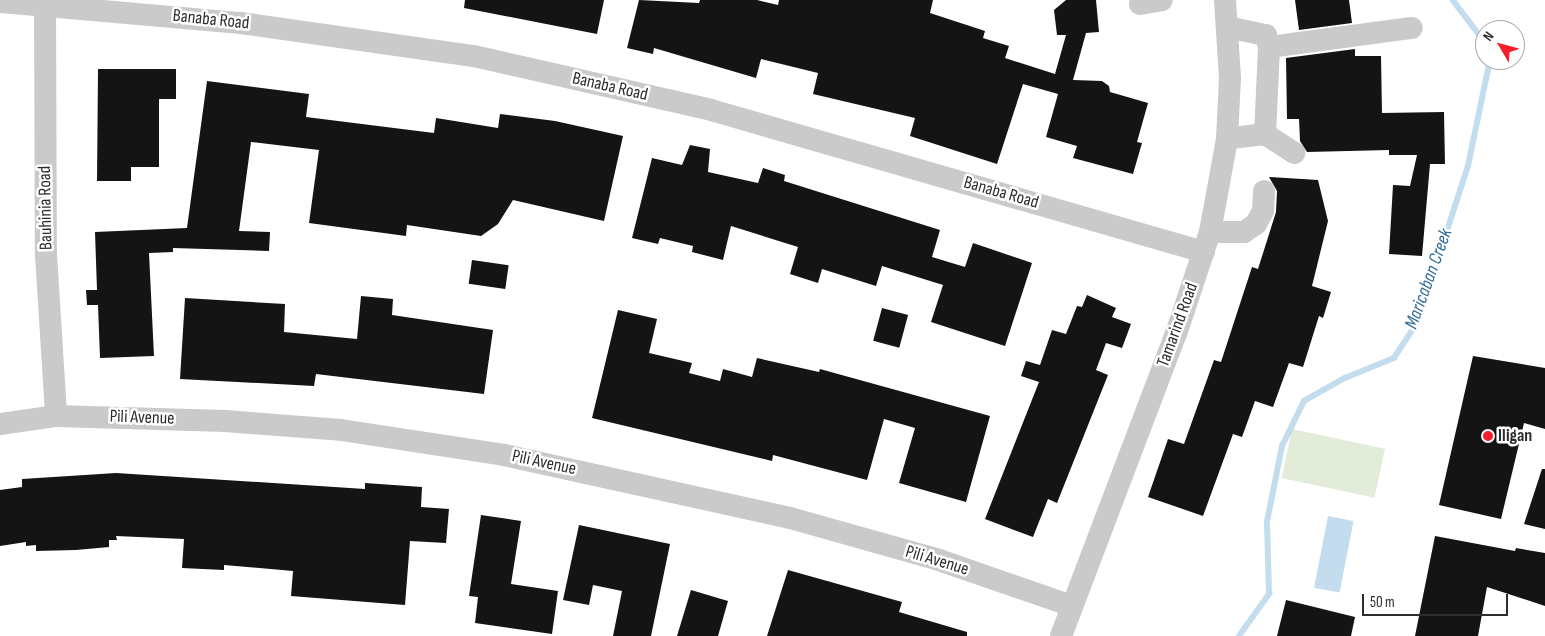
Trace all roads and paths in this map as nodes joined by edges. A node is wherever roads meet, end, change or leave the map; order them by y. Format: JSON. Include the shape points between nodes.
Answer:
{"nodes":[{"id":1,"x":1162,"y":0,"type":"edge"},
{"id":2,"x":1225,"y":0,"type":"edge"},
{"id":3,"x":0,"y":2,"type":"edge"},
{"id":4,"x":45,"y":2,"type":"edge"},
{"id":5,"x":1140,"y":4,"type":"dead end"},
{"id":6,"x":1227,"y":27,"type":"junction"},
{"id":7,"x":1412,"y":28,"type":"dead end"},
{"id":8,"x":1269,"y":47,"type":"junction"},
{"id":9,"x":1265,"y":134,"type":"junction"},
{"id":10,"x":1227,"y":139,"type":"junction"},
{"id":11,"x":1294,"y":152,"type":"dead end"},
{"id":12,"x":1264,"y":191,"type":"dead end"},
{"id":13,"x":1207,"y":242,"type":"junction"},
{"id":14,"x":56,"y":416,"type":"junction"},
{"id":15,"x":0,"y":424,"type":"edge"},
{"id":16,"x":1072,"y":606,"type":"junction"},
{"id":17,"x":1061,"y":636,"type":"edge"}],
"edges":[{"from":1,"to":5,"type":"street"},
{"from":2,"to":6,"type":"street","name":"Tamarind Road"},
{"from":3,"to":4,"type":"street","name":"Banaba Road"},
{"from":4,"to":13,"type":"street","name":"Banaba Road","via":[[242,23],[474,56],[711,110]]},
{"from":4,"to":14,"type":"street","name":"Bauhinia Road","via":[[46,255]]},
{"from":6,"to":8,"type":"street","via":[[1266,35]]},
{"from":6,"to":10,"type":"street","name":"Tamarind Road","via":[[1230,78]]},
{"from":7,"to":8,"type":"street"},
{"from":8,"to":9,"type":"street"},
{"from":9,"to":10,"type":"street"},
{"from":9,"to":11,"type":"street"},
{"from":10,"to":13,"type":"street","name":"Tamarind Road"},
{"from":12,"to":13,"type":"street","name":"Banaba Road","via":[[1263,211],[1256,224],[1244,232]]},
{"from":13,"to":16,"type":"street","name":"Tamarind Road"},
{"from":14,"to":15,"type":"street","name":"Pili Avenue"},
{"from":14,"to":16,"type":"street","name":"Pili Avenue","via":[[225,421],[341,430],[504,455],[790,518],[939,560]]},
{"from":16,"to":17,"type":"street","name":"Tamarind Road"}]}
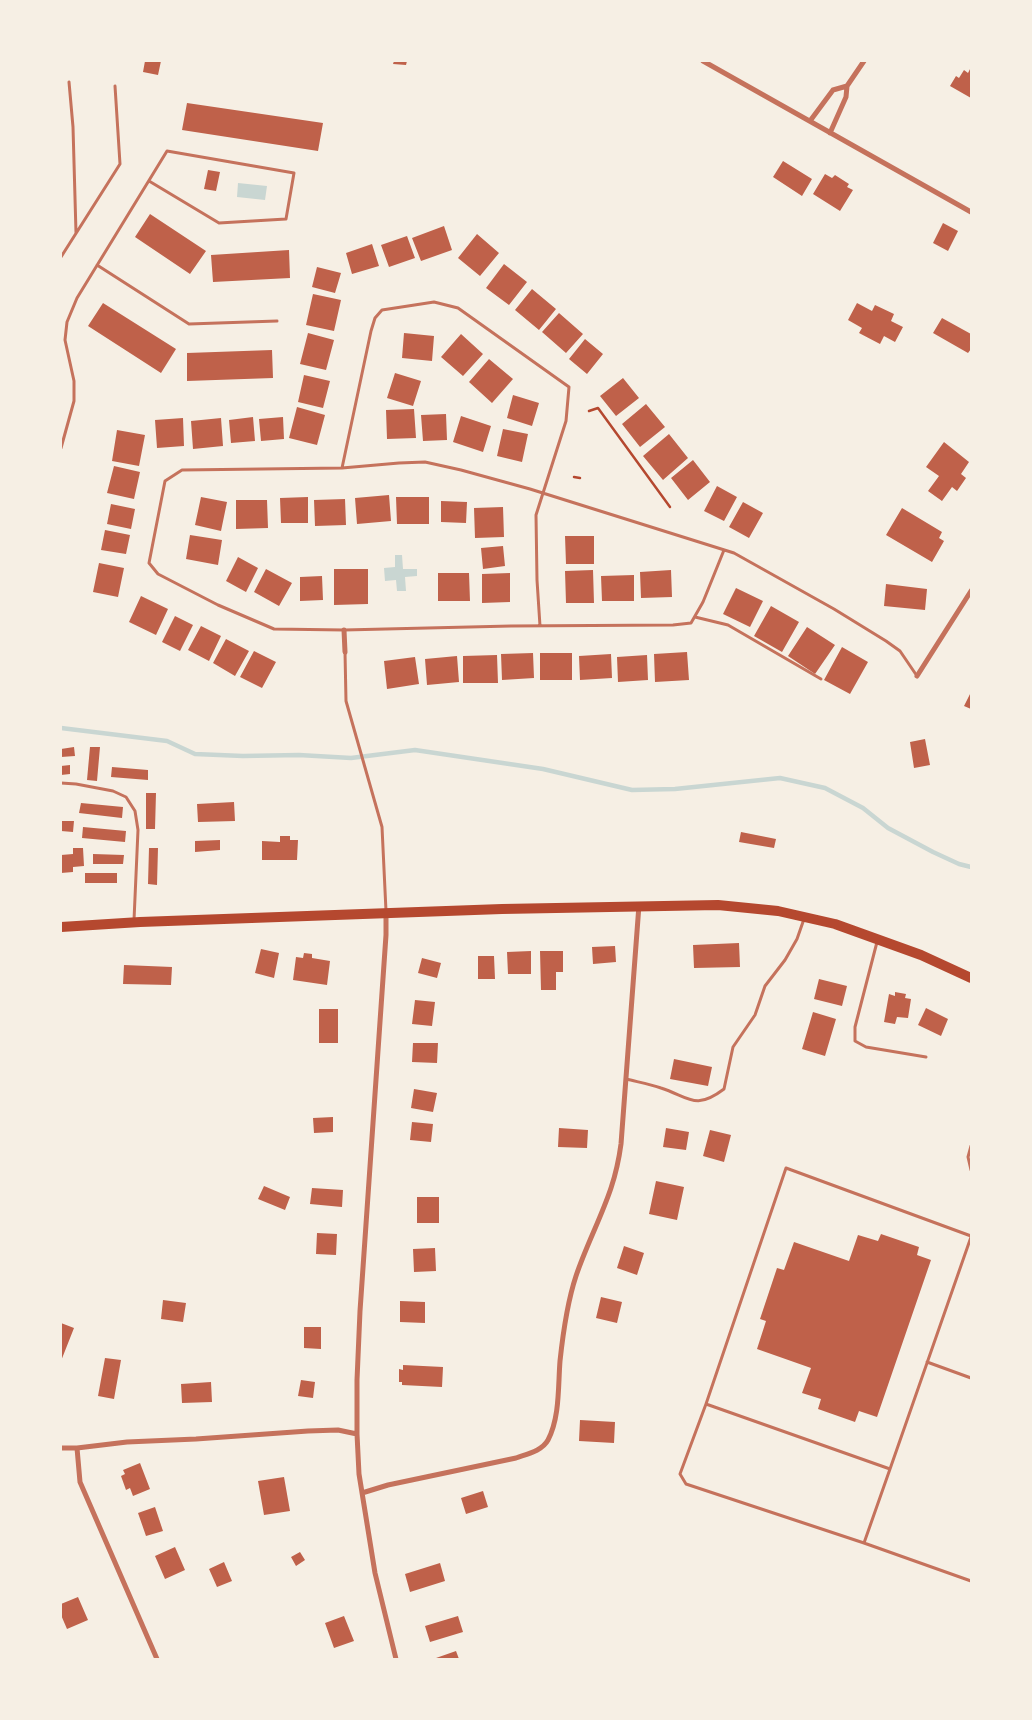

- _WHAT NEEDS TO BE DONE_
Pull every line containing the word "Tamarind" out of the material and copy it.

- _SOLUTION TO THE PROBLEM_
{"from":2,"to":6,"type":"street","name":"Tamarind Road"},
{"from":6,"to":10,"type":"street","name":"Tamarind Road","via":[[1230,78]]},
{"from":10,"to":13,"type":"street","name":"Tamarind Road"},
{"from":13,"to":16,"type":"street","name":"Tamarind Road"},
{"from":16,"to":17,"type":"street","name":"Tamarind Road"}]}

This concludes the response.